Sunday, September 20, 2015

The Cons, the Census, and the Horrifying Story of Our Vanishing Canada



It's now been five years since the ghastly Tony Clement announced that the Cons were killing the long form census.

Claiming that it was a gross invasion of privacy, and that they had been "flooded" with complaints.

Which like all things Con turned out to be just another Big Lie. 

The Conservative government listened to only a relative handful of Canadians — including conspiracy theorists afraid the government was going to round them up — before scrapping the mandatory long-form census, according to documents obtained by the Toronto Star.

There were just a handful of complaints, many of them from the usual suspects.

And the decision to kill it was made by one of the screaming voices in Stephen Harper's head.



For it was madness, and five years later the consequences of that insane act couldn't be more horrifying.

Not only have we been left stumbling around in the dark, as Maclean's Ann Kingston writes, many communities in Canada, are simply vanishing.

Melville still exists—but as a shadow. We know how many people live there, but nothing about them—where they work, their education levels, whether they’re married, single or divorced, how many are immigrants, how many are unemployed, how many live in poverty.


Nationally, we’re missing similar data on 20 per cent of StatsCan’s 4,556 “census subdivisions,” making a fifth of Canada’s recognized communities statistical dead zones.

Stephen Harper's war on data is killing us with ignorance. All kind of reports have been shredded or deleted, burned, or thrown into dumpsters... 

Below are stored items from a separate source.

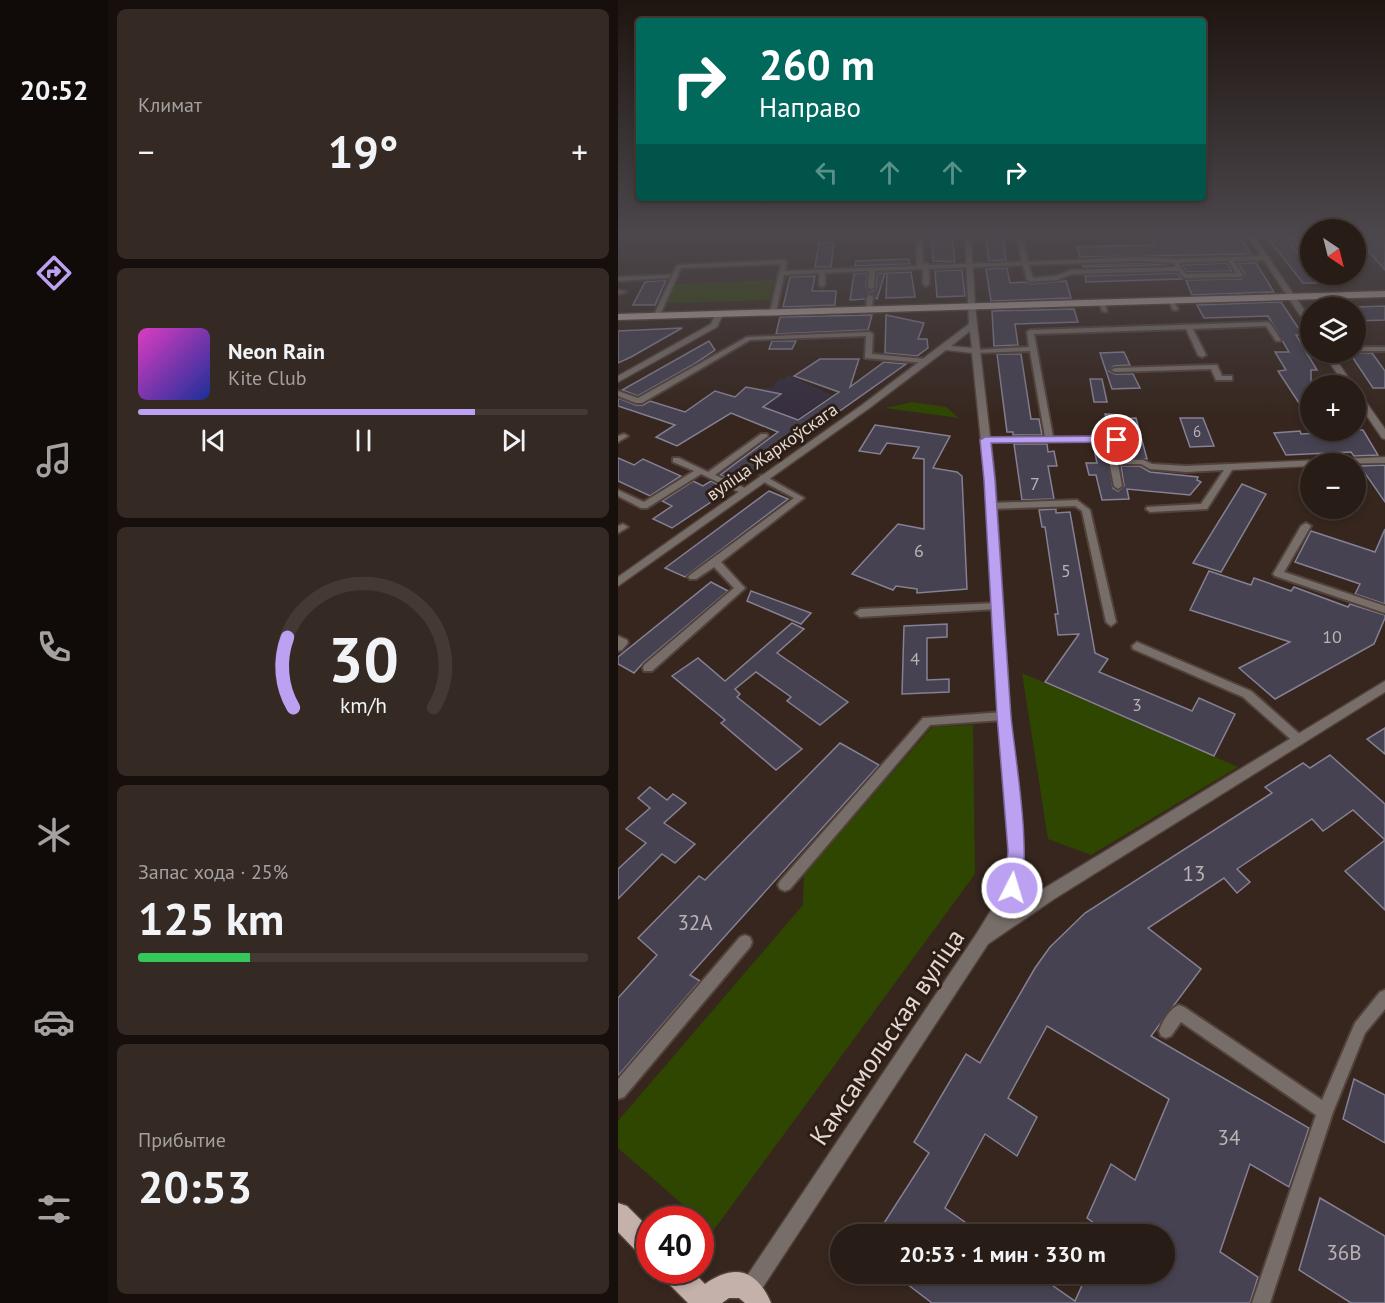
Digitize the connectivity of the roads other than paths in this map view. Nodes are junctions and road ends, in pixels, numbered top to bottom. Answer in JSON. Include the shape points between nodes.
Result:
{"nodes":[{"id":1,"x":665,"y":297,"type":"edge"},
{"id":2,"x":776,"y":297,"type":"edge"},
{"id":3,"x":870,"y":297,"type":"dead end"},
{"id":4,"x":971,"y":297,"type":"edge"},
{"id":5,"x":1292,"y":297,"type":"edge"},
{"id":6,"x":1349,"y":297,"type":"edge"},
{"id":7,"x":1295,"y":301,"type":"junction"},
{"id":8,"x":971,"y":306,"type":"junction"},
{"id":9,"x":869,"y":309,"type":"junction"},
{"id":10,"x":1300,"y":309,"type":"edge"},
{"id":11,"x":773,"y":312,"type":"junction"},
{"id":12,"x":719,"y":314,"type":"junction"},
{"id":13,"x":657,"y":315,"type":"junction"},
{"id":14,"x":618,"y":317,"type":"edge"},
{"id":15,"x":1179,"y":319,"type":"dead end"},
{"id":16,"x":1108,"y":321,"type":"dead end"},
{"id":17,"x":973,"y":325,"type":"junction"},
{"id":18,"x":1186,"y":327,"type":"junction"},
{"id":19,"x":1111,"y":330,"type":"junction"},
{"id":20,"x":1278,"y":340,"type":"dead end"},
{"id":21,"x":943,"y":347,"type":"junction"},
{"id":22,"x":1034,"y":349,"type":"junction"},
{"id":23,"x":1381,"y":349,"type":"edge"},
{"id":24,"x":976,"y":351,"type":"junction"},
{"id":25,"x":1202,"y":355,"type":"dead end"},
{"id":26,"x":1385,"y":358,"type":"edge"},
{"id":27,"x":925,"y":361,"type":"junction"},
{"id":28,"x":1115,"y":370,"type":"dead end"},
{"id":29,"x":618,"y":378,"type":"edge"},
{"id":30,"x":1229,"y":378,"type":"dead end"},
{"id":31,"x":618,"y":393,"type":"edge"},
{"id":32,"x":1366,"y":408,"type":"edge"},
{"id":33,"x":764,"y":436,"type":"dead end"},
{"id":34,"x":1385,"y":436,"type":"edge"},
{"id":35,"x":985,"y":440,"type":"junction"},
{"id":36,"x":1050,"y":440,"type":"junction"},
{"id":37,"x":1133,"y":440,"type":"dead end"},
{"id":38,"x":676,"y":460,"type":"dead end"},
{"id":39,"x":1385,"y":460,"type":"edge"},
{"id":40,"x":1230,"y":467,"type":"junction"},
{"id":41,"x":704,"y":473,"type":"junction"},
{"id":42,"x":763,"y":478,"type":"junction"},
{"id":43,"x":1118,"y":486,"type":"dead end"},
{"id":44,"x":744,"y":491,"type":"junction"},
{"id":45,"x":618,"y":493,"type":"edge"},
{"id":46,"x":992,"y":506,"type":"junction"},
{"id":47,"x":1150,"y":509,"type":"dead end"},
{"id":48,"x":1306,"y":526,"type":"dead end"},
{"id":49,"x":716,"y":561,"type":"junction"},
{"id":50,"x":693,"y":578,"type":"dead end"},
{"id":51,"x":619,"y":580,"type":"edge"},
{"id":52,"x":998,"y":606,"type":"junction"},
{"id":53,"x":1385,"y":610,"type":"edge"},
{"id":54,"x":860,"y":613,"type":"dead end"},
{"id":55,"x":1110,"y":622,"type":"dead end"},
{"id":56,"x":618,"y":640,"type":"edge"},
{"id":57,"x":1137,"y":646,"type":"dead end"},
{"id":58,"x":618,"y":647,"type":"edge"},
{"id":59,"x":648,"y":668,"type":"dead end"},
{"id":60,"x":1385,"y":686,"type":"edge"},
{"id":61,"x":1004,"y":716,"type":"junction"},
{"id":62,"x":1299,"y":740,"type":"junction"},
{"id":63,"x":785,"y":885,"type":"dead end"},
{"id":64,"x":1012,"y":888,"type":"junction"},
{"id":65,"x":1050,"y":894,"type":"junction"},
{"id":66,"x":982,"y":939,"type":"junction"},
{"id":67,"x":745,"y":942,"type":"dead end"},
{"id":68,"x":1385,"y":998,"type":"edge"},
{"id":69,"x":1166,"y":1031,"type":"dead end"},
{"id":70,"x":618,"y":1091,"type":"edge"},
{"id":71,"x":1325,"y":1112,"type":"junction"},
{"id":72,"x":618,"y":1215,"type":"edge"},
{"id":73,"x":636,"y":1233,"type":"edge"},
{"id":74,"x":686,"y":1284,"type":"edge"},
{"id":75,"x":754,"y":1296,"type":"edge"},
{"id":76,"x":704,"y":1303,"type":"edge"},
{"id":77,"x":1261,"y":1303,"type":"edge"}],
"edges":[{"from":1,"to":13,"type":"lane"},
{"from":2,"to":11,"type":"lane"},
{"from":3,"to":9,"type":"lane"},
{"from":4,"to":8,"type":"street"},
{"from":5,"to":7,"type":"street"},
{"from":6,"to":7,"type":"main road"},
{"from":7,"to":8,"type":"main road","via":[[1104,307]]},
{"from":7,"to":10,"type":"street"},
{"from":8,"to":9,"type":"main road"},
{"from":8,"to":17,"type":"street"},
{"from":9,"to":11,"type":"main road"},
{"from":11,"to":12,"type":"main road"},
{"from":12,"to":13,"type":"main road"},
{"from":12,"to":29,"type":"street","via":[[714,325]]},
{"from":13,"to":14,"type":"main road"},
{"from":15,"to":18,"type":"lane"},
{"from":16,"to":19,"type":"lane"},
{"from":17,"to":21,"type":"street","name":"вуліца Жаркоўскага"},
{"from":17,"to":24,"type":"street"},
{"from":18,"to":19,"type":"lane"},
{"from":18,"to":20,"type":"lane","via":[[1268,324]]},
{"from":18,"to":25,"type":"lane"},
{"from":19,"to":22,"type":"lane","via":[[1030,332]]},
{"from":21,"to":24,"type":"street"},
{"from":21,"to":27,"type":"street","name":"вуліца Жаркоўскага"},
{"from":22,"to":24,"type":"lane"},
{"from":22,"to":36,"type":"lane"},
{"from":23,"to":26,"type":"lane"},
{"from":24,"to":35,"type":"street"},
{"from":27,"to":31,"type":"lane","via":[[868,356],[870,334],[749,338],[639,401]]},
{"from":27,"to":42,"type":"street","name":"вуліца Жаркоўскага"},
{"from":28,"to":30,"type":"lane","via":[[1214,367],[1219,378]]},
{"from":32,"to":34,"type":"street"},
{"from":33,"to":41,"type":"lane"},
{"from":35,"to":36,"type":"lane"},
{"from":35,"to":46,"type":"street"},
{"from":36,"to":37,"type":"lane"},
{"from":38,"to":41,"type":"lane"},
{"from":39,"to":40,"type":"street"},
{"from":40,"to":43,"type":"lane","via":[[1186,469],[1113,461]]},
{"from":40,"to":47,"type":"lane","via":[[1204,507]]},
{"from":41,"to":44,"type":"lane"},
{"from":41,"to":45,"type":"lane","via":[[644,506]]},
{"from":42,"to":44,"type":"street","name":"вуліца Жаркоўскага"},
{"from":42,"to":49,"type":"lane","via":[[800,498]]},
{"from":44,"to":51,"type":"street","name":"вуліца Жаркоўскага"},
{"from":46,"to":52,"type":"street"},
{"from":46,"to":55,"type":"lane","via":[[1077,503],[1086,510]]},
{"from":48,"to":53,"type":"lane","via":[[1278,574]]},
{"from":49,"to":50,"type":"lane"},
{"from":49,"to":59,"type":"lane","via":[[740,588]]},
{"from":52,"to":54,"type":"lane"},
{"from":52,"to":61,"type":"street"},
{"from":56,"to":58,"type":"lane","via":[[623,643]]},
{"from":57,"to":62,"type":"lane","via":[[1247,694]]},
{"from":60,"to":62,"type":"street","name":"Камсамольская вуліца"},
{"from":61,"to":63,"type":"lane","via":[[927,721]]},
{"from":61,"to":64,"type":"street","via":[[1016,851]]},
{"from":62,"to":65,"type":"street","name":"Камсамольская вуліца"},
{"from":64,"to":65,"type":"street","via":[[1021,896]]},
{"from":64,"to":66,"type":"street"},
{"from":65,"to":66,"type":"street","name":"Камсамольская вуліца"},
{"from":66,"to":75,"type":"street","name":"Камсамольская вуліца"},
{"from":67,"to":70,"type":"lane"},
{"from":68,"to":71,"type":"lane","via":[[1360,1028]]},
{"from":69,"to":71,"type":"lane","via":[[1179,1012]]},
{"from":71,"to":77,"type":"lane"},
{"from":72,"to":73,"type":"main road"},
{"from":74,"to":76,"type":"main road"},
{"from":75,"to":76,"type":"main road","via":[[742,1284],[732,1283]]}]}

We can't run the government or the economy properly. We can't prepare for an aging population. We don't even know what drugs have been withdrawn for safety reasons.

The poor and the vulnerable are being muzzled:

“You see this continual silencing of people who are not ‘winners,’ for lack of a better word,” says Armine Yalnizyan, a senior economist with the Ottawa-based Canadian Centre for Policy Alternatives. “The result is that the government can pretend they’re not there. It’s like, ‘If you’ve got any needs, we can’t hear you, we can’t see you, la la la.’”

Potential evidence is being destroyed:

A pattern of disappearing information has raised questions about political interference, notably, after the Canada Revenue Agency ordered employees to destroy all text-message records. The concern is that the agency was covering up evidence of a crackdown on charities that opposed government policy.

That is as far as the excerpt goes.